Building blocks for Nigeria’s electrical future

EKO-Electricity-Distribution-Plc-DESPITE a population of over 170 million and the largest economy in Africa, chronic lack of electricity prevents Nigeria from achieving its potential economic and social status.

The wide gap between electricity demand and supply adds greatly to the cost of operations by forced reliance on diesel generators at four times the cost of normal grid power as well as major lost work-time. From a personal standpoint, there is a universal reduction in quality of life due to the lack of dependable electricity to homes and places of work.

Past governments have generally responded to this electricity debacle by announcing new targets for electricity capacity, along the lines of “10,000 MW by the end of the year”. In the last 15 years, public money spent in the electrical sector has accumulated to nearly $30 billion and two years have passed since the privatization of the Generation Companies (GENCOs) and Distribution Companies (DISCOs). Yet despite these major efforts, the daily electricity distributed remains almost unchanged between 2500 – 4000MW and Nigerians see little or no improvement. Electrical capacity has physically increased, only for the owners to discover there is not enough gas to run them. Even if there was enough fuel, as the Vice President Professor Osinbajo noted recently, the transmission capacity is only about 5000 MW.

Both before and after privatization, Nigerian electrical supply has been underpinned by two sources:
the hydro-power facilities that despite problems with water level, partly due to global warming, remain a dependable core supplier;
the dependable operation of the two combined-cycle power plants in the Niger-Delta that belong to two Joint Ventures (JVs) of the International Oil Companies (IOC) and NNPC.

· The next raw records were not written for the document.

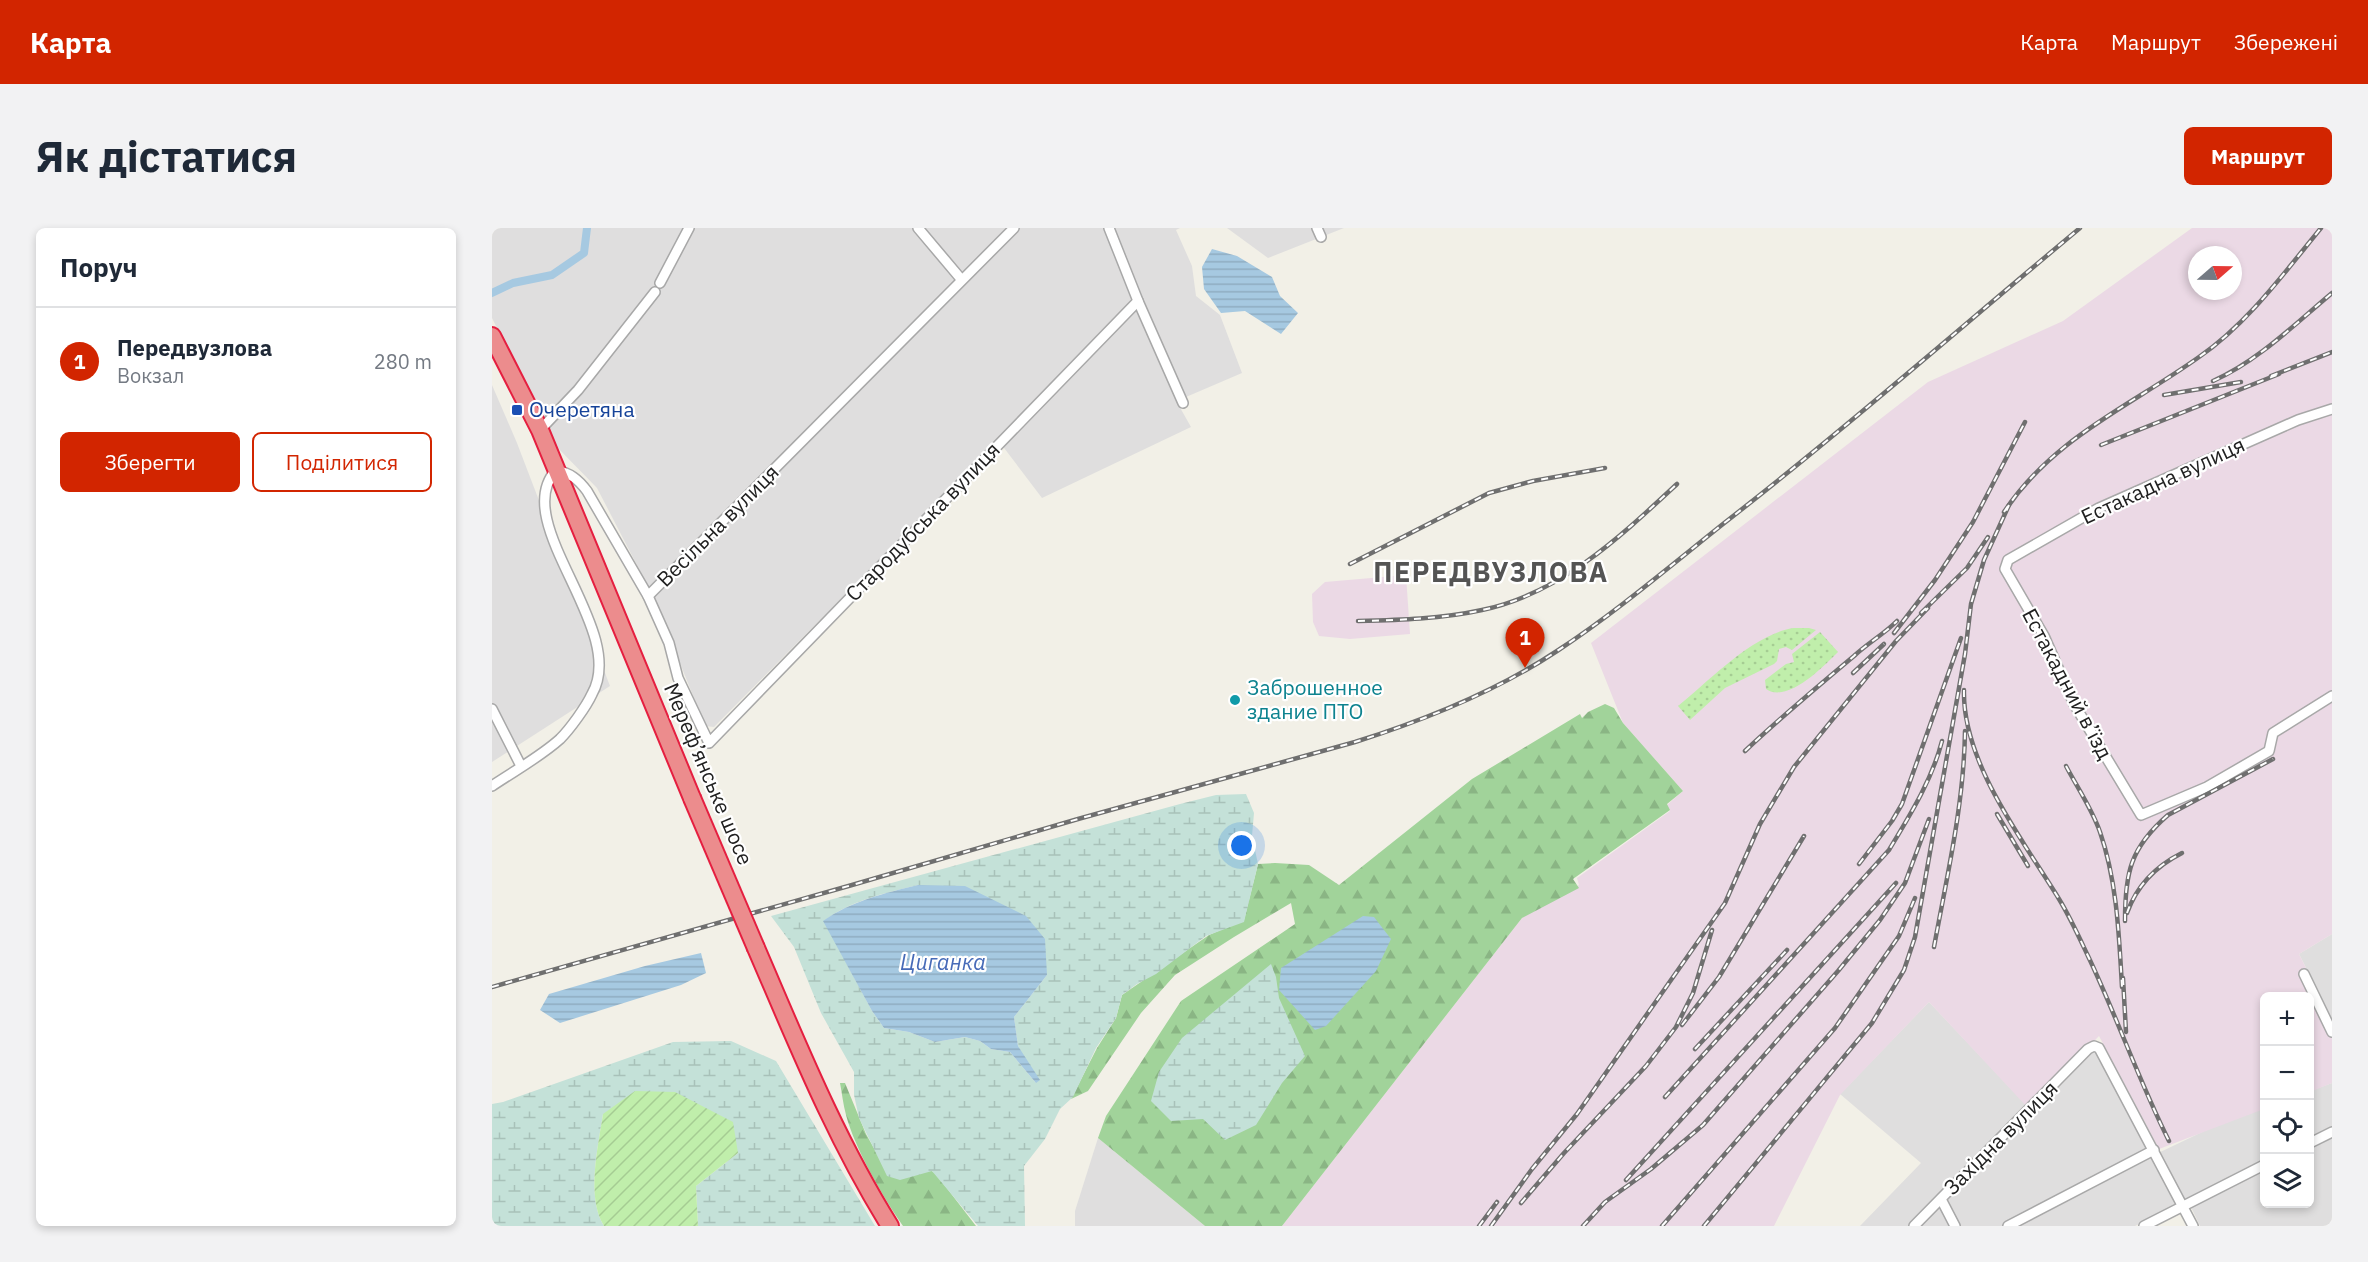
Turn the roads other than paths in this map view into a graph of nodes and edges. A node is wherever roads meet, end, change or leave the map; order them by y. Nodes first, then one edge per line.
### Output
1 (689, 228) edge
2 (918, 228) edge
3 (1014, 228) edge
4 (1108, 228) edge
5 (961, 279) junction
6 (660, 283) dead end
7 (655, 292) dead end
8 (1138, 301) junction
9 (492, 336) edge
10 (1183, 403) dead end
11 (2332, 409) edge
12 (540, 430) junction
13 (556, 470) junction
14 (2005, 569) joint
15 (648, 596) junction
16 (2332, 696) edge
17 (492, 710) edge
18 (521, 766) junction
19 (492, 786) edge
20 (2304, 974) dead end
21 (2332, 1032) edge
22 (2332, 1132) edge
23 (2314, 1141) edge
24 (2154, 1150) junction
25 (2260, 1167) edge
26 (1941, 1199) junction
27 (2184, 1205) junction
28 (890, 1226) edge
29 (1914, 1226) edge
30 (1955, 1226) edge
31 (2008, 1226) edge
32 (2144, 1226) edge
33 (2193, 1226) edge

1 - 6 street
2 - 5 street
3 - 5 street, Весільна вулиця
4 - 8 street
5 - 15 street, Весільна вулиця
7 - 12 street
8 - 10 street
8 - 15 street, Стародубська вулиця
9 - 12 highway, Мереф’янське шосе
11 - 14 street, Естакадна вулиця
12 - 13 highway, Мереф’янське шосе
13 - 15 street, Весільна вулиця
13 - 18 street
13 - 28 highway, Мереф’янське шосе, bridge
14 - 16 street, Естакадний в’їзд
17 - 18 street
18 - 19 street
20 - 21 street
22 - 23 street
24 - 26 street, Західна вулиця
24 - 27 street
24 - 31 street
25 - 27 street
26 - 29 street, Західна вулиця
26 - 30 street
27 - 32 street
27 - 33 street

These two IOC/NNPC power plants have been the workhorses of the existing gas-fired capacity. With the right policy support, the number and capacity of IOC/NNPC power plants could expand significantly and continue to play a core role in the nation’s electricity. Importantly, several IOC/NNPC JVs already have plans and designs in place to increase the capacity of existing facilities and to build new ones. The merits of the IOC/NNPC JV power plants derive from several key factors – gas supply certainty, advanced technology, available financing, and extensive expertise.

First reliable domestic gas supply continue to be major challenge due to the lack of gas infrastructure, often poor maintenance, and deliberate vandalism. These IOC/NNPC plants avoid these supply problems by being located on the oil block that produces the gas, and the operators provide both the gas supply and the infrastructure to treat and connect the gas to the power plant, thus allowing uninterrupted supply. Being located within the oil block, on-going maintenance and security are provided by the operators.

Second, the IOC/NNPC operators are technologically advanced companies, expert in the design and implementation of major capital investments. These companies have chosen to use combined cycle gas technology that use one third less gas to produce a kWh of electricity – thus reducing both gas needs as well as carbon and local emissions. While combined-cycle gas power plants are the international norm, only one other power plant in the country uses this level of technology. A priority for the country should be to build the electrical infrastructure to be in line with best international standards, which allows for major benefits to economic well-being and long-term competitiveness.

Third, while many of the new GENCOs have financing constraints, IOC/NNPC JVs have a much stronger financial balance sheet that allows them to fund new, high-quality investment in the electrical generation sector. Indeed to ensure that the electrical capacity can be utilized, some of these JVs are willing to undertake substantial investments on transmission facilities to secure that power from these lines reach the grid.

Finally, these companies have the experience as well as the procedures and capacity in-place to implement such projects on a timely and reliable basis. They routinely manage multiple large-scale projects of this magnitude. Given that such projects require negotiations and contributions from a wide range of international companies both technical and financial, a large global presence is a distinct advantage.